The Good News

Discussion of the Best News in the World, the Gospel of Jesus, and related topics

Daily Archives: 04/17/2017

Our Suffering Servant

What comes out of I Corinthians 15 causes me to look back to the ancient.  I Corinthians 15 looks back to Jesus’ life.  Isaiah 53 looked forward to the Messiah, Jesus.

As interpreted in the Message version of the Old Testament:

1  53 Who believes what we’ve heard and seen?
Who would have thought God’s saving power would look like this?
2–6  The servant grew up before God—a scrawny seedling,
a scrubby plant in a parched field.
There was nothing attractive about him,
nothing to cause us to take a second look.
He was looked down on and passed over,
a man who suffered, who knew pain firsthand.
One look at him and people turned away.
We looked down on him, thought he was scum.
But the fact is, it was our pains he carried—
our disfigurements, all the things wrong with us.
We thought he brought it on himself,
that God was punishing him for his own failures.
But it was our sins that did that to him,
that ripped and tore and crushed him—our sins!
He took the punishment, and that made us whole.
Through his bruises we get healed.
We’re all like sheep who’ve wandered off and gotten lost.
We’ve all done our own thing, gone our own way.
And God has piled all our sins, everything we’ve done wrong,
on him, on him.
7–9  He was beaten, he was tortured,
but he didn’t say a word.
Like a lamb taken to be slaughtered
and like a sheep being sheared,
he took it all in silence.
Justice miscarried, and he was led off—
and did anyone really know what was happening?
He died without a thought for his own welfare,
beaten bloody for the sins of my people.
They buried him with the wicked,
threw him in a grave with a rich man,
Even though he’d never hurt a soul
or said one word that wasn’t true.
10  Still, it’s what God had in mind all along,
to crush him with pain.
The plan was that he give himself as an offering for sin
so that he’d see life come from it—life, life, and more life.
And God’s plan will deeply prosper through him.
11–12  Out of that terrible travail of soul,
he’ll see that it’s worth it and be glad he did it.
Through what he experienced, my righteous one, my servant,
will make many “righteous ones,”
as he himself carries the burden of their sins.
Therefore I’ll reward him extravagantly—
the best of everything, the highest honors—
Because he looked death in the face and didn’t flinch,
because he embraced the company of the lowest.
He took on his own shoulders the sin of the many,
he took up the cause of all the black sheep.

 

Peter’s Restoration

Repost: see John 21.

Seven of the 11 disciples are at sea and are attempting to catch fish.  The Master comes and guides them.  A net full of fish results.  Jesus gathers them around a fire and they eat roast fish together.  

After the meal He turns to Peter and seeks to restore His friend and follower.  “Peter, do you love me more than these?”
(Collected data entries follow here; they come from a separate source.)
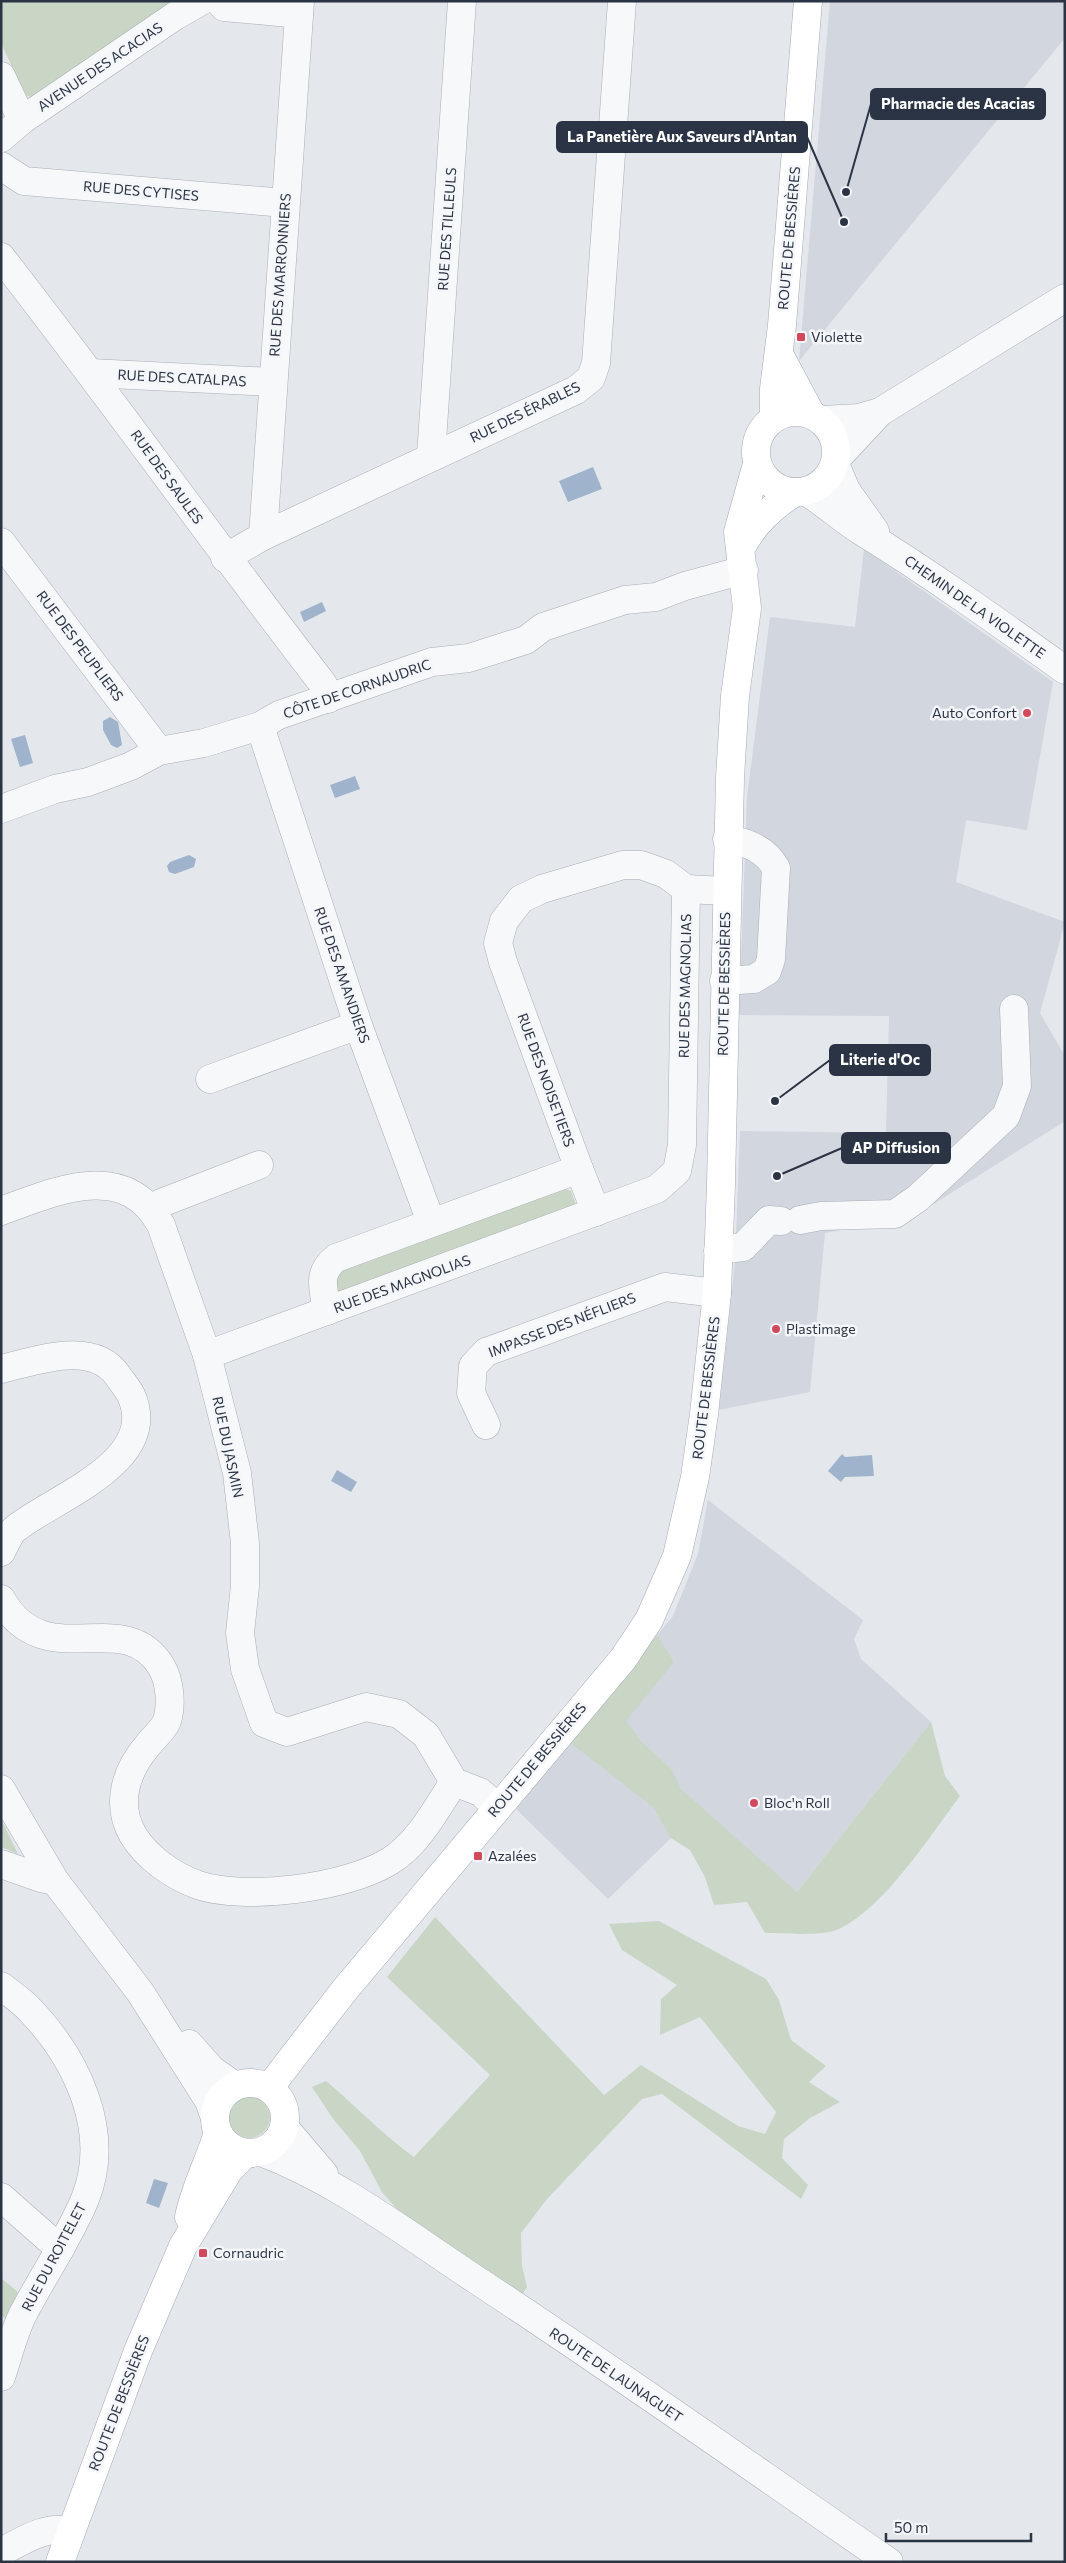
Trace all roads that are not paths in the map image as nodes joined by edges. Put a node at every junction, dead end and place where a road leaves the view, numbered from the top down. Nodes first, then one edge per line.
1 (462, 1) edge
2 (622, 1) edge
3 (808, 1) edge
4 (204, 2) edge
5 (299, 8) edge
6 (1, 76) edge
7 (22, 120) junction
8 (1, 138) edge
9 (1, 166) edge
10 (285, 203) junction
11 (1, 257) edge
12 (1064, 301) edge
13 (779, 354) junction
14 (92, 373) junction
15 (273, 382) junction
16 (880, 412) junction
17 (774, 418) junction
18 (816, 418) junction
19 (431, 456) junction
20 (836, 460) junction
21 (757, 464) junction
22 (800, 492) junction
23 (263, 536) junction
24 (1, 542) edge
25 (886, 544) junction
26 (225, 558) junction
27 (743, 558) junction
28 (1062, 676) edge
29 (328, 699) junction
30 (260, 726) junction
31 (159, 751) junction
32 (1, 809) edge
33 (728, 839) junction
34 (686, 889) junction
35 (726, 891) junction
36 (724, 981) junction
37 (1014, 1009) dead end
38 (358, 1025) junction
39 (210, 1079) dead end
40 (258, 1165) dead end
41 (579, 1169) junction
42 (153, 1209) junction
43 (1, 1211) edge
44 (596, 1212) junction
45 (431, 1222) junction
46 (718, 1250) junction
47 (717, 1293) junction
48 (327, 1312) junction
49 (207, 1356) junction
50 (1, 1370) edge
51 (486, 1425) dead end
52 (1, 1552) edge
53 (1, 1599) edge
54 (454, 1782) junction
55 (1, 1789) edge
56 (498, 1807) junction
57 (1, 1864) edge
58 (55, 1881) junction
59 (1, 1986) edge
60 (140, 1992) junction
61 (235, 2086) junction
62 (269, 2088) junction
63 (216, 2124) junction
64 (284, 2127) junction
65 (253, 2153) junction
66 (341, 2191) junction
67 (1, 2197) edge
68 (183, 2246) junction
69 (60, 2249) junction
70 (1, 2377) edge
71 (70, 2531) junction
72 (1, 2552) edge
73 (60, 2562) edge
74 (889, 2562) edge

1 - 19 street, RUE DES TILLEULS
2 - 19 street, RUE DES ÉRABLES
3 - 13 main road, ROUTE DE BESSIÈRES
4 - 5 street, RUE DES MARRONNIERS
4 - 7 street, AVENUE DES ACACIAS
5 - 10 street, RUE DES MARRONNIERS
6 - 7 street
7 - 8 street, AVENUE DES ACACIAS
9 - 10 street, RUE DES CYTISES
10 - 15 street, RUE DES MARRONNIERS
11 - 14 street, RUE DES SAULES
12 - 16 street
13 - 17 main road, ROUTE DE BESSIÈRES
13 - 18 main road
14 - 15 street, RUE DES CATALPAS
14 - 26 street, RUE DES SAULES
15 - 23 street, RUE DES MARRONNIERS
16 - 18 street
16 - 20 street
17 - 18 main road
17 - 21 main road
18 - 20 main road
19 - 23 street, RUE DES ÉRABLES
20 - 22 main road
20 - 25 street, CHEMIN DE LA VIOLETTE
21 - 22 main road
21 - 27 main road, ROUTE DE BESSIÈRES
22 - 25 street, CHEMIN DE LA VIOLETTE
22 - 27 main road
23 - 26 street, RUE DES ÉRABLES
24 - 31 street, RUE DES PEUPLIERS
25 - 28 street, CHEMIN DE LA VIOLETTE
26 - 29 street, RUE DES SAULES
27 - 29 street, CÔTE DE CORNAUDRIC
27 - 33 main road, ROUTE DE BESSIÈRES
29 - 30 street, CÔTE DE CORNAUDRIC
30 - 31 street, CÔTE DE CORNAUDRIC
30 - 38 street, RUE DES AMANDIERS
31 - 32 street, CÔTE DE CORNAUDRIC
33 - 35 main road, ROUTE DE BESSIÈRES
33 - 36 street
34 - 35 street
34 - 41 street, RUE DES NOISETIERS
34 - 44 street, RUE DES MAGNOLIAS
35 - 36 main road, ROUTE DE BESSIÈRES
36 - 46 main road, ROUTE DE BESSIÈRES
37 - 46 street
38 - 39 street
38 - 45 street, RUE DES AMANDIERS
40 - 42 street
41 - 44 street
41 - 45 street
42 - 43 street, RUE DU JASMIN
42 - 49 street, RUE DU JASMIN
44 - 48 street, RUE DES MAGNOLIAS
45 - 48 street
46 - 47 main road, ROUTE DE BESSIÈRES
47 - 51 street, IMPASSE DES NÉFLIERS
47 - 56 main road, ROUTE DE BESSIÈRES
48 - 49 street, RUE DES MAGNOLIAS
49 - 54 street, RUE DU JASMIN
50 - 52 street
53 - 54 street
54 - 56 street
55 - 58 street
56 - 62 main road, ROUTE DE BESSIÈRES
57 - 58 street
58 - 60 street
59 - 69 street, RUE DU ROITELET
60 - 61 street
60 - 63 street
61 - 62 main road
61 - 63 main road
62 - 64 main road
63 - 65 main road
63 - 68 main road, ROUTE DE BESSIÈRES
64 - 65 main road
64 - 66 street, ROUTE DE LAUNAGUET
65 - 66 street, ROUTE DE LAUNAGUET
65 - 68 main road, ROUTE DE BESSIÈRES
66 - 74 street, ROUTE DE LAUNAGUET
67 - 69 street
68 - 71 main road, ROUTE DE BESSIÈRES
69 - 70 street, RUE DU ROITELET
71 - 72 street
71 - 73 main road, ROUTE DE BESSIÈRES

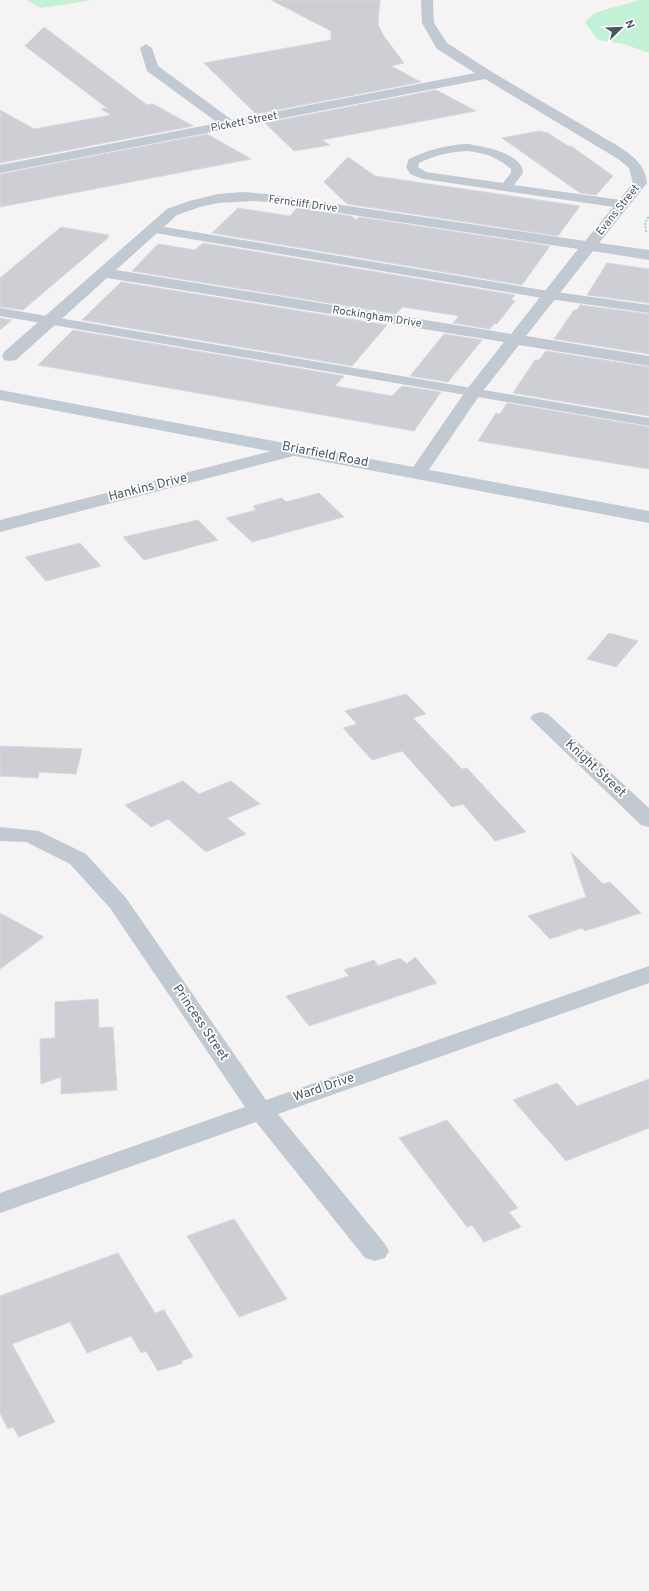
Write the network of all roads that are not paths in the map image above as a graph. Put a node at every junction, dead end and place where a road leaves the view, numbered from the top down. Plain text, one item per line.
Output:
1 (427, 0) edge
2 (146, 48) dead end
3 (487, 75) junction
4 (230, 125) junction
5 (0, 169) edge
6 (506, 187) junction
7 (621, 204) junction
8 (153, 229) junction
9 (589, 246) junction
10 (649, 255) edge
11 (105, 273) junction
12 (549, 295) junction
13 (649, 309) edge
14 (0, 312) edge
15 (50, 321) junction
16 (514, 340) junction
17 (10, 356) dead end
18 (649, 361) edge
19 (473, 393) junction
20 (0, 395) edge
21 (649, 422) edge
22 (295, 450) junction
23 (418, 473) junction
24 (649, 517) edge
25 (0, 526) edge
26 (541, 718) dead end
27 (649, 820) edge
28 (0, 834) edge
29 (649, 974) edge
30 (260, 1110) junction
31 (0, 1203) edge
32 (375, 1251) dead end

1 - 3 street, Evans Street
2 - 4 street
3 - 4 street, Pickett Street
3 - 7 street, Evans Street
4 - 5 street, Pickett Street
6 - 6 lane
6 - 7 lane
7 - 9 street, Evans Street
8 - 9 street, Ferncliff Drive
8 - 11 street, Ferncliff Drive
8 - 12 lane
9 - 10 street, Ferncliff Drive
9 - 12 street, Evans Street
11 - 15 street, Ferncliff Drive
11 - 16 street, Rockingham Drive
12 - 13 lane
12 - 16 street, Evans Street
14 - 15 lane
15 - 17 street, Ferncliff Drive
15 - 19 lane
16 - 18 street, Rockingham Drive
16 - 19 street, Evans Street
19 - 21 lane
19 - 23 street, Evans Street
20 - 22 main road, Briarfield Road
22 - 23 main road, Briarfield Road
22 - 25 street, Hankins Drive
23 - 24 main road, Briarfield Road
26 - 27 street, Knight Street
28 - 30 street, Princess Street
29 - 30 street, Ward Drive
30 - 31 street, Ward Drive
30 - 32 street, Princess Street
I can imagine for Peter and arch of pain goes through his stomach. then anguish of soul, and finally release.  “Aaah, the Lord is coming for me, He still loves me?” “I will go there with Him.”  “Lord, you know I love you,” said Peter.  “I will soon be free of this plague of failure which has bound me ever since He died.”  “I know my denial sent Him there.  Maybe, now I can get past my remorse for failing Him so badly.”

The Lord ask Peter the same question again, and then again.  The Lord asks Peter the question three times.  It was three times that Peter was asked a question about his association with the Master and denied that he knew the Lord in the courtyard of the high priest’s house in response to each question.

So, what is Jesus doing here on the shore?  Jesus wants Peter.  He wants Peter to understand that even denial and betrayal is forgivable.  Jesus wants Peter to see the resurrected Jesus–the One who died for Peter’s sins and the sins of all others who come seeking forgiveness

Where would Peter have been if the Lord had not pursued him as He did at the shore?   How would His life have been different if the Lord never engaged Him directly?

I am seeing this encounter with Peter as life changing.  Peter can throw off the sin and turn from his past.  Peter will become a new man because of the Lord’s pursuit of him today.

We see the results in the remainder of the New Testament.  Peter lives to call men and women to their Savior and to guard and feed the Lord’s sheep.  Peter is a great example for us.  Though we have sinned and grieved our Lord, we can be renewed and restored.  We may hear the call to a flock of a few or of hundreds.  

We desperately need to see the Lord pursuing us as He pursued Peter.  The Lord seeks to restore us by His love and grace.  

Seek Him and you will find Him. He will find you. Know that He does pursue you.  Submerge yourself in His love.